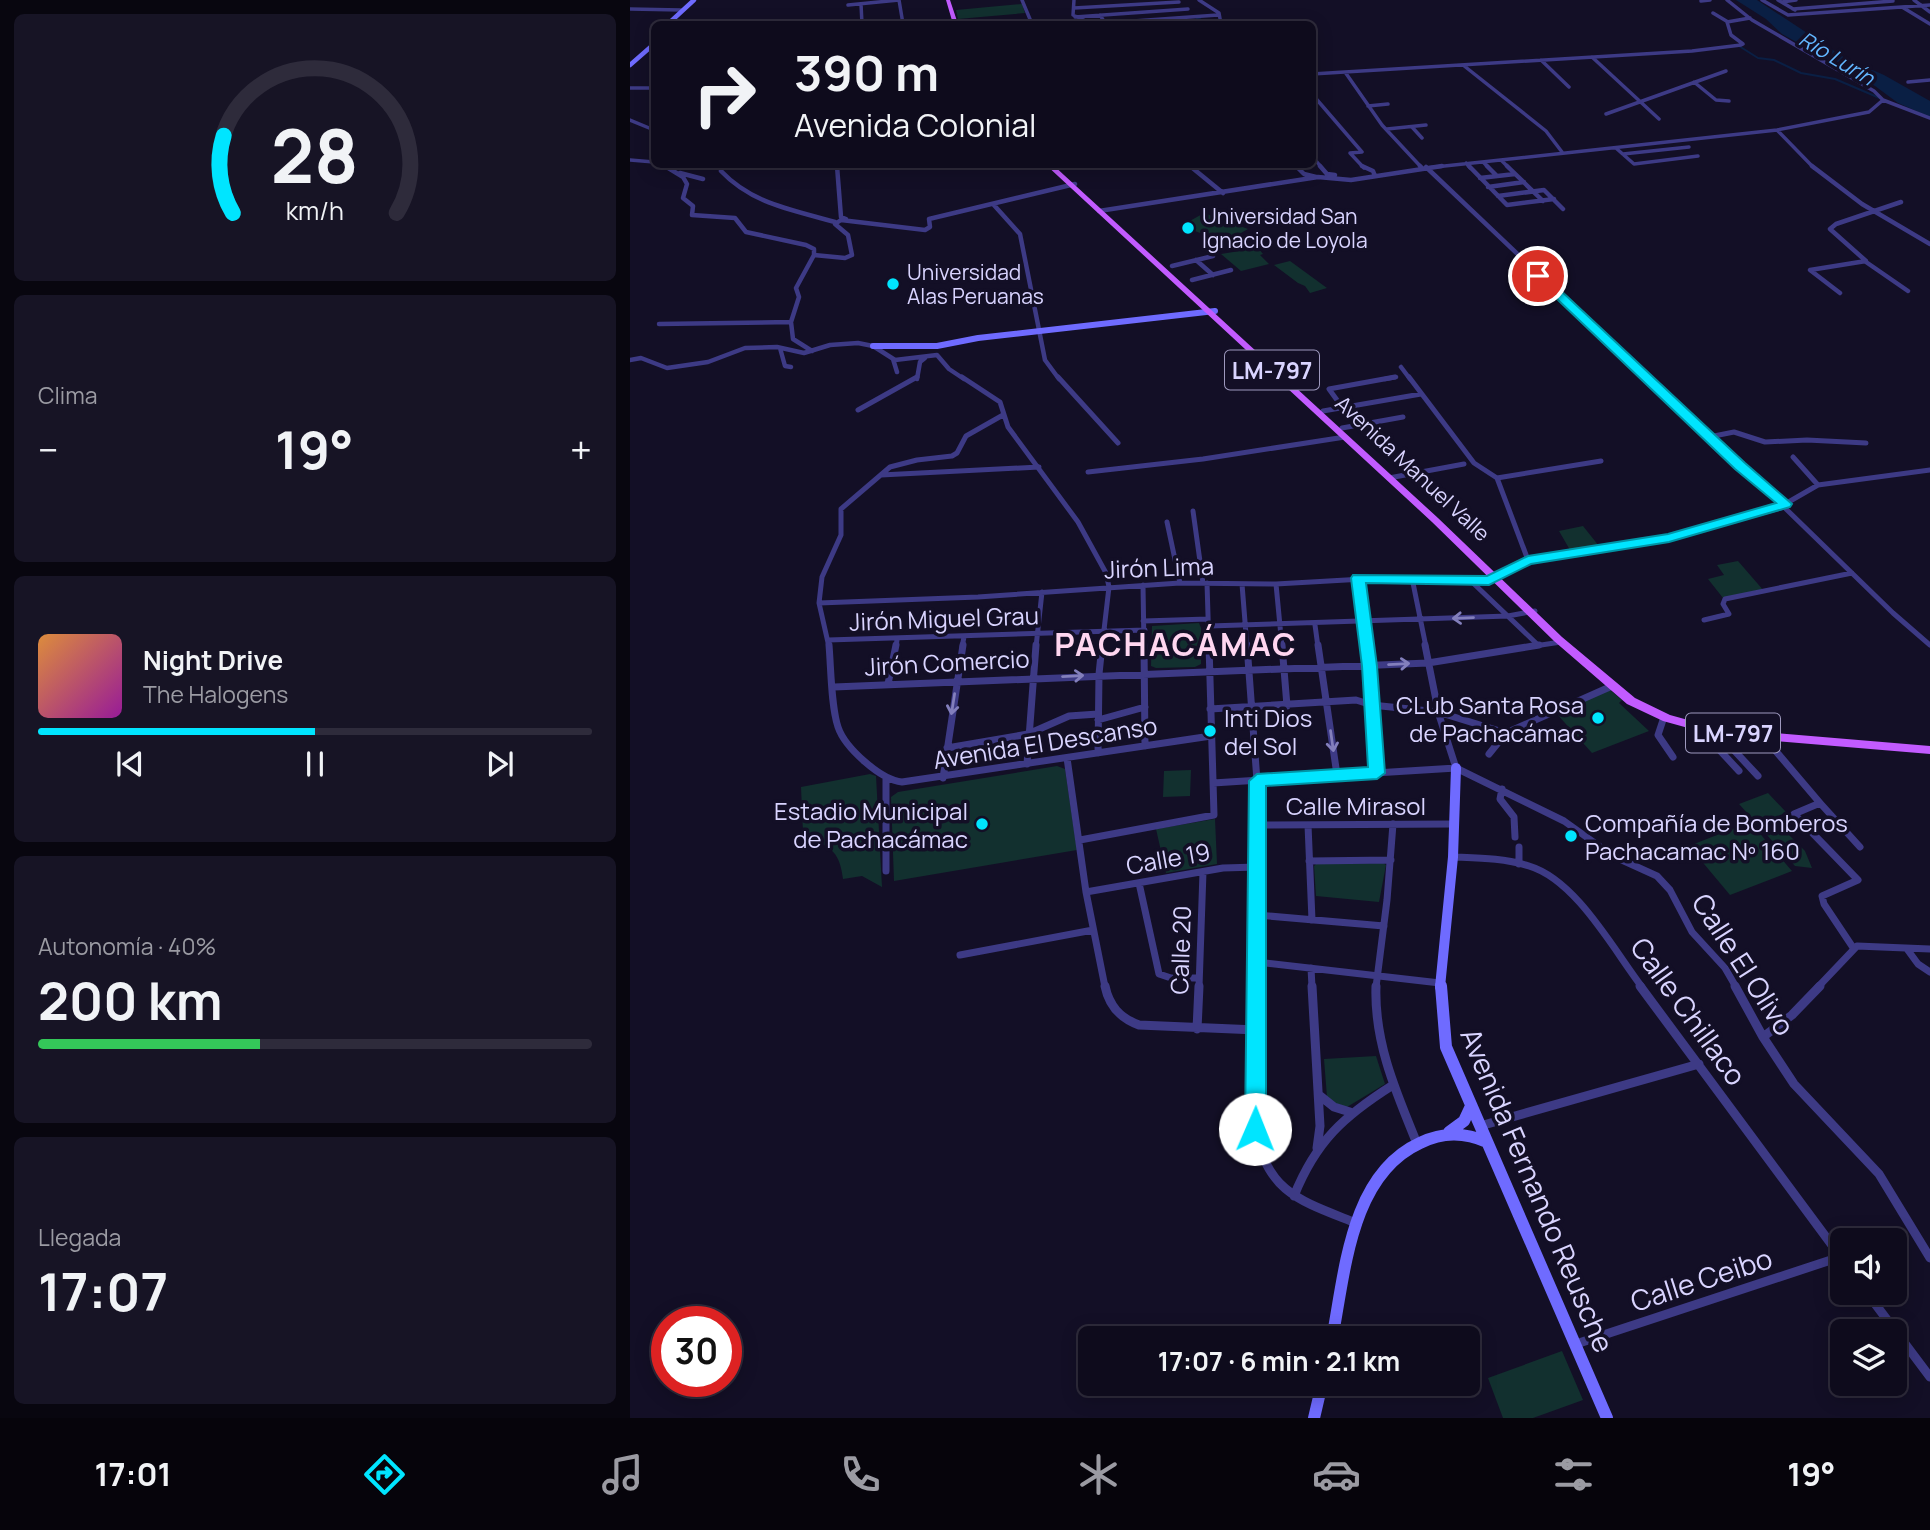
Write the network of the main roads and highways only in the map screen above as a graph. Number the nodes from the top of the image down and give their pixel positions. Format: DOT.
graph roads {
  1 [pos="945,0"];
  2 [pos="952,21"];
  3 [pos="1053,168"];
  4 [pos="1058,168"];
  5 [pos="1073,185"];
  6 [pos="1294,387"];
  7 [pos="1344,433"];
  8 [pos="1930,750"];
  1 -- 2 [label="main road"];
  3 -- 5 [label="main road, Avenida Manuel Valle / LM-797"];
  4 -- 5 [label="main road, Avenida Manuel Valle / LM-797"];
  5 -- 6 [label="main road, Avenida Manuel Valle / LM-797"];
  6 -- 7 [label="main road, Avenida Manuel Valle / LM-797"];
  6 -- 7 [label="main road, Avenida Manuel Valle / LM-797"];
  7 -- 8 [label="main road, Avenida Manuel Valle / LM-797"];
}
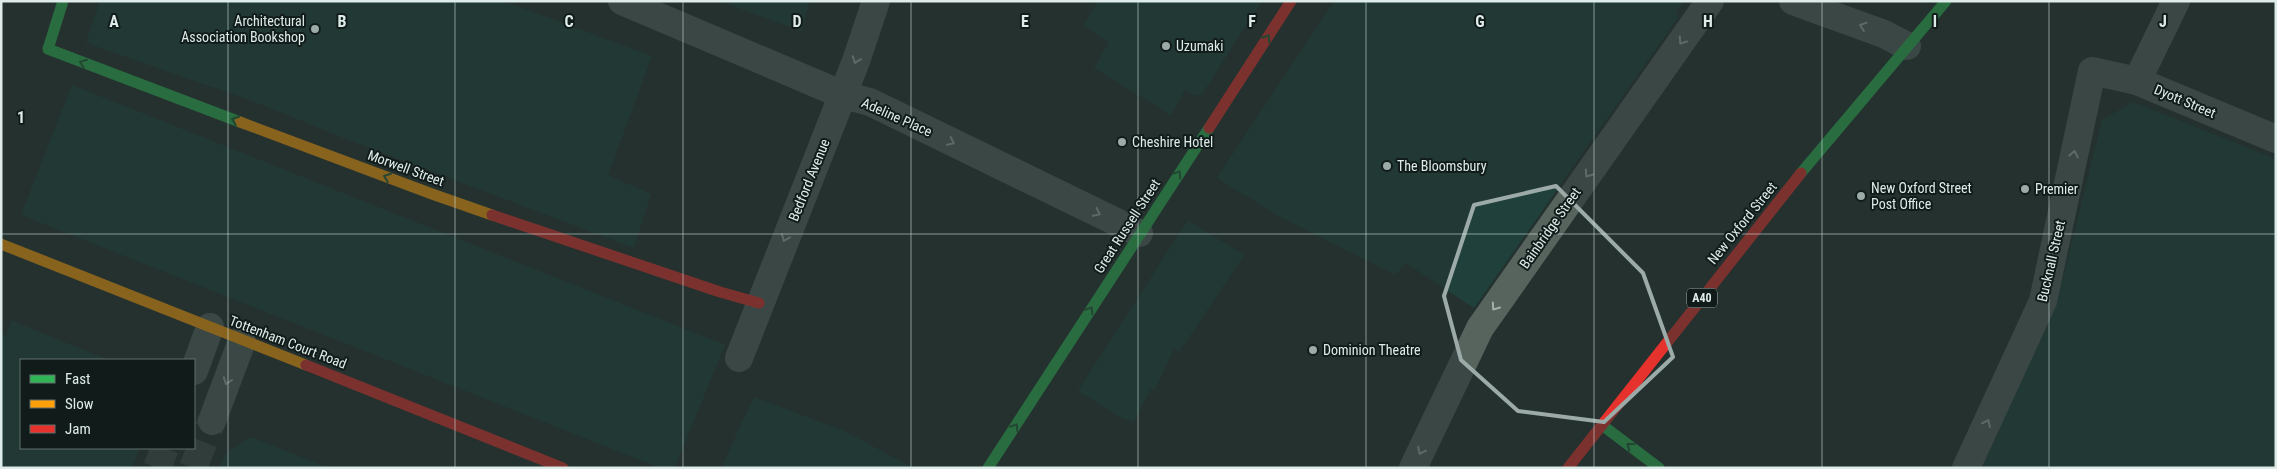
++++++++++++++++++++
Problem to work on: Your copy should match the records above exactly, apart from the pictures, which stay out.

Solved exercise:
Write the network of the main roads and highways only in the map screen above as a graph. Number the nodes from the top of the image down and give their pixel positions. Format: DOT.
graph roads {
  1 [pos="945,0"];
  2 [pos="952,21"];
  3 [pos="1053,168"];
  4 [pos="1058,168"];
  5 [pos="1073,185"];
  6 [pos="1294,387"];
  7 [pos="1344,433"];
  8 [pos="1930,750"];
  1 -- 2 [label="main road"];
  3 -- 5 [label="main road, Avenida Manuel Valle / LM-797"];
  4 -- 5 [label="main road, Avenida Manuel Valle / LM-797"];
  5 -- 6 [label="main road, Avenida Manuel Valle / LM-797"];
  6 -- 7 [label="main road, Avenida Manuel Valle / LM-797"];
  6 -- 7 [label="main road, Avenida Manuel Valle / LM-797"];
  7 -- 8 [label="main road, Avenida Manuel Valle / LM-797"];
}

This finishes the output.